Collected data entries
-=-=-=-=-
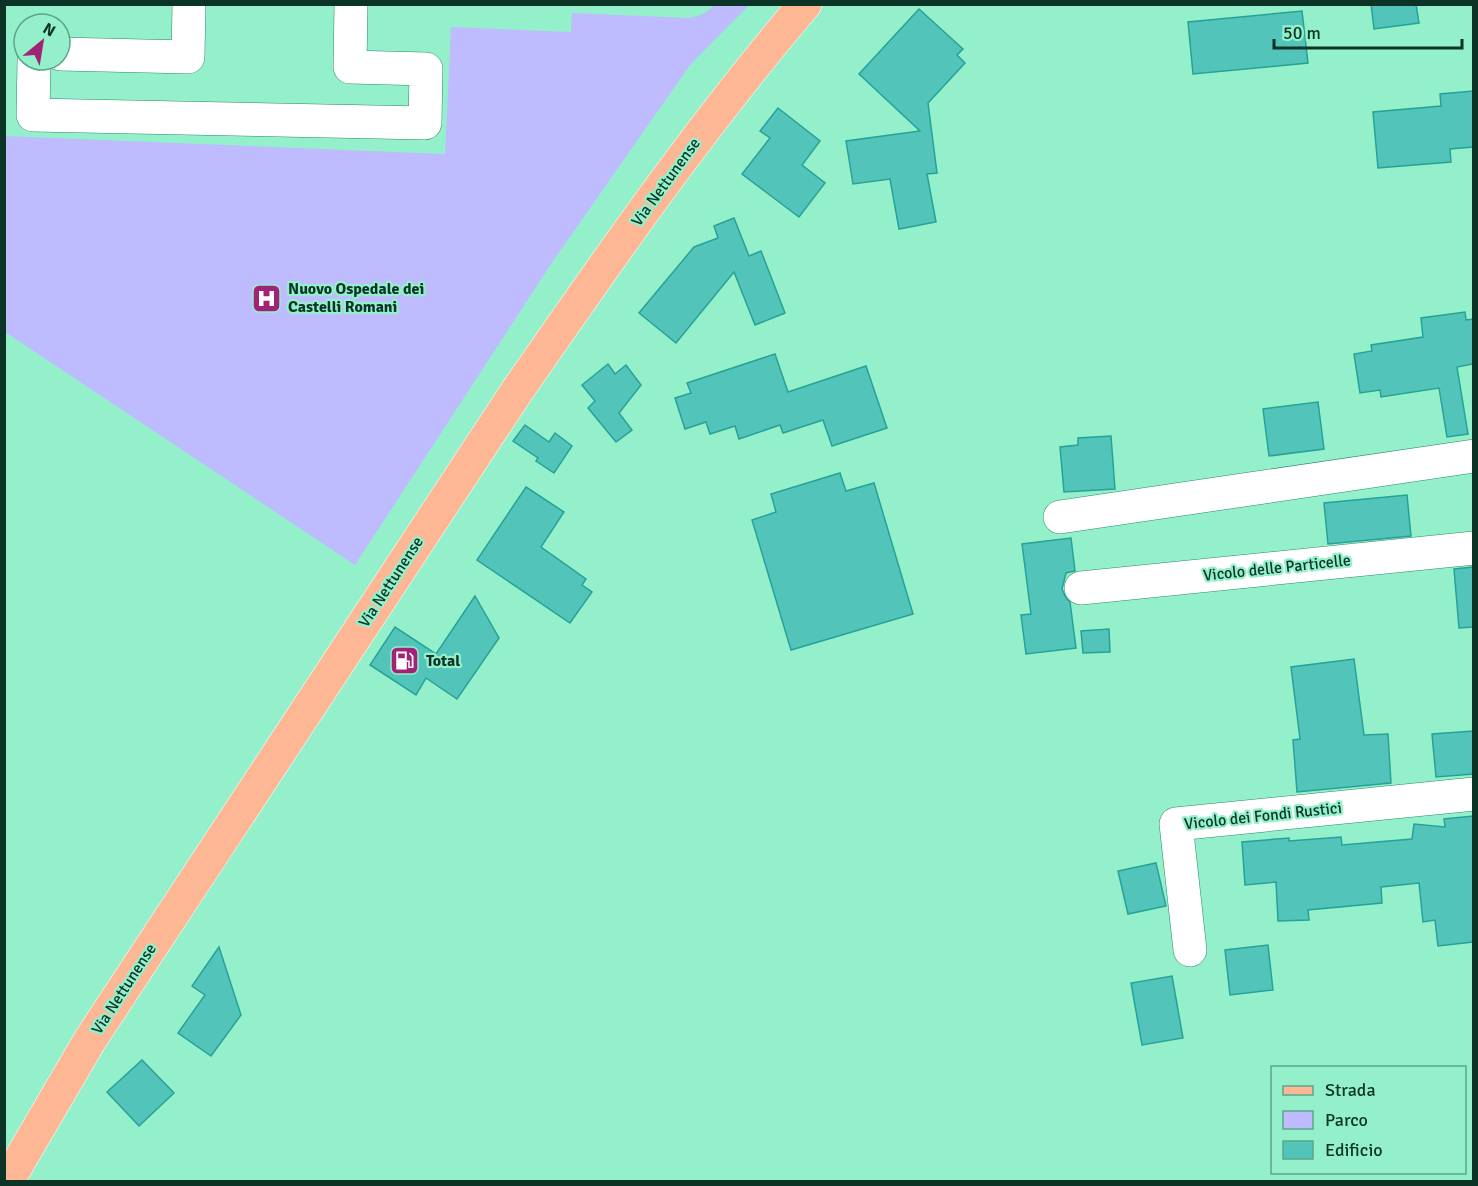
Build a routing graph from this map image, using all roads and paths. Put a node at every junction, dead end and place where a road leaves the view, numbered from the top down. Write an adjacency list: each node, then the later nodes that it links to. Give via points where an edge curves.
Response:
1 (189, 4): 4 (street, via 188,57)
2 (351, 4): 5 (street, via 350,67 426,69 425,123 33,115)
3 (805, 4): 12 (main road, Via Nettunense, via 687,154 515,394 90,1040)
4 (72, 54)
5 (34, 72)
6 (1473, 456): 7 (street)
7 (1060, 517)
8 (1473, 548): 9 (street, Vicolo delle Particelle)
9 (1081, 588)
10 (1473, 794): 11 (street, Vicolo dei Fondi Rustici, via 1176,824)
11 (1190, 950)
12 (7, 1182)

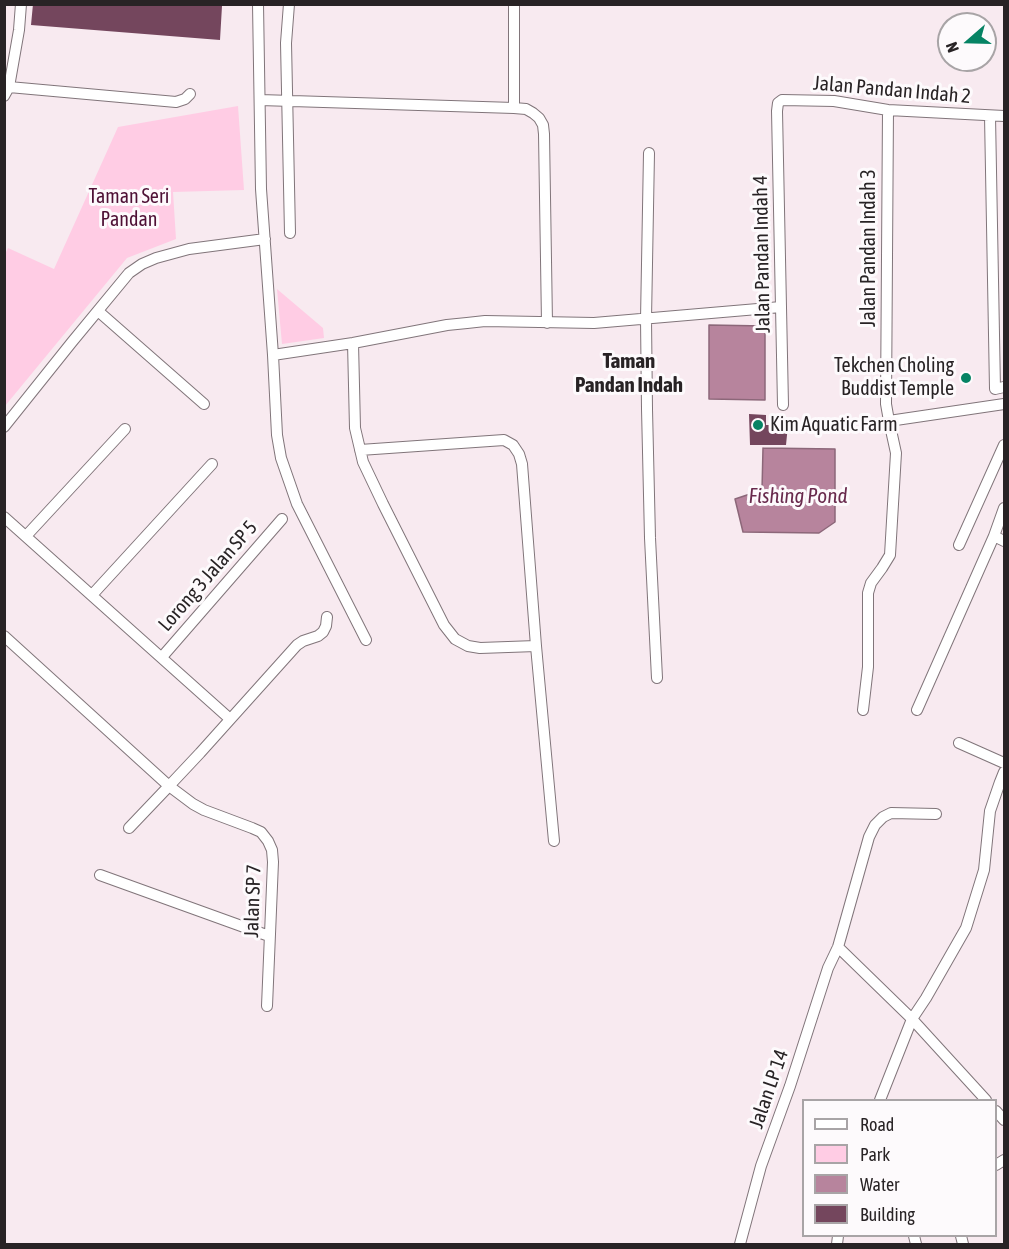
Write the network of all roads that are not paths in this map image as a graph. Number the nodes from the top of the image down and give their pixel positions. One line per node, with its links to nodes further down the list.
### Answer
1 (21, 4): 5 (street)
2 (258, 4): 7 (street)
3 (289, 4): 8 (street)
4 (514, 4): 10 (street)
5 (7, 92): 6 (street)
6 (190, 94)
7 (260, 100): 8 (street); 16 (street)
8 (286, 101): 10 (street); 15 (street)
9 (778, 104): 11 (street, Jalan Pandan Indah 2); 17 (street, Jalan Pandan Indah 4)
10 (514, 108): 20 (street)
11 (888, 110): 12 (street, Jalan Pandan Indah 2); 27 (street, Jalan Pandan Indah 3)
12 (990, 116): 13 (street, Jalan Pandan Indah 2); 23 (street)
13 (1005, 116)
14 (649, 153): 19 (street)
15 (290, 233)
16 (265, 238): 18 (street); 22 (street)
17 (781, 308): 19 (street); 26 (street, Jalan Pandan Indah 4)
18 (98, 311): 24 (street); 28 (street)
19 (646, 320): 20 (street); 46 (street)
20 (547, 323): 21 (street)
21 (353, 344): 22 (street); 31 (street)
22 (273, 355): 43 (street)
23 (1005, 387)
24 (204, 404)
25 (1005, 404): 27 (street)
26 (783, 405)
27 (889, 421): 47 (street, Jalan Pandan Indah 3)
28 (4, 427)
29 (125, 429): 36 (street)
30 (1005, 445): 39 (street)
31 (360, 450): 44 (street); 44 (street)
32 (212, 464): 40 (street)
33 (1005, 508): 37 (street)
34 (4, 517): 36 (street)
35 (282, 519): 45 (street, Lorong 3 Jalan SP 5)
36 (26, 536): 40 (street)
37 (994, 536): 38 (street); 48 (street)
38 (1005, 541)
39 (959, 544)
40 (92, 594): 45 (street)
41 (327, 617): 49 (street)
42 (4, 636): 53 (street, Jalan SP 7)
43 (366, 640)
44 (536, 646): 56 (street)
45 (162, 657): 49 (street)
46 (657, 678)
47 (863, 710)
48 (917, 710)
49 (230, 719): 53 (street)
50 (959, 743): 51 (street)
51 (1005, 763)
52 (1005, 772): 61 (street)
53 (169, 786): 55 (street); 58 (street, Jalan SP 7)
54 (936, 814): 59 (street, Jalan LP 14)
55 (129, 828)
56 (554, 841)
57 (100, 874): 58 (street)
58 (270, 936): 60 (street, Jalan SP 7)
59 (838, 947): 61 (street); 64 (street, Jalan LP 14)
60 (267, 1006)
61 (912, 1019): 62 (street); 63 (street)
62 (881, 1099)
63 (984, 1099)
64 (740, 1245)

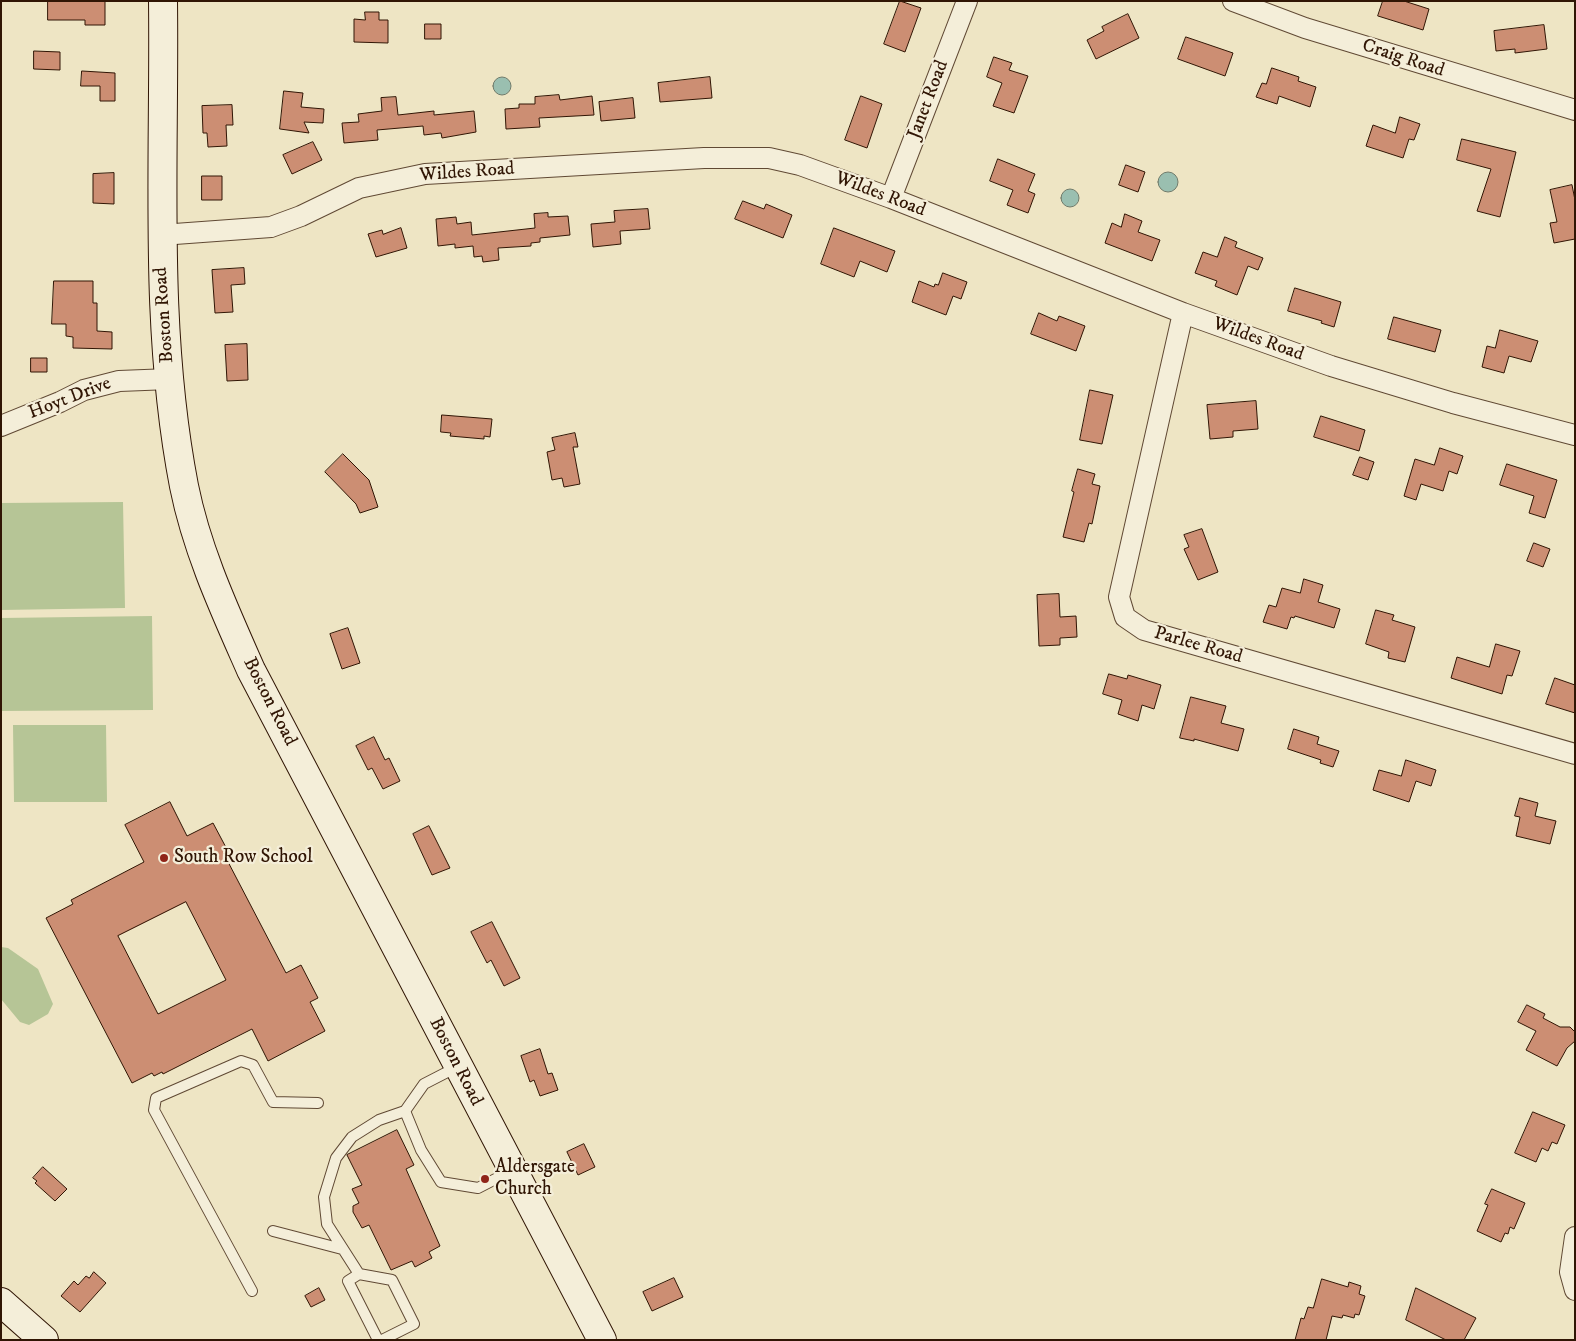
-=-=-=-=-
> [TASK]:
Your answer should consist of the lines above that hold the word "image".

> [ANSWER AREA]:
Build a routing graph from this map image, using all roads and paths. Put a node at every junction, dead end and place where a road leaves the view, numbered from the top down. Write an adjacency list: each node, then the later nodes that it links to. Give via points where an edge curves.
Write the network of all roads that are not paths in this map image as a graph. Number the nodes from the top of the image down and give their pixel positions. One line per node, with its links to nodes further down the list.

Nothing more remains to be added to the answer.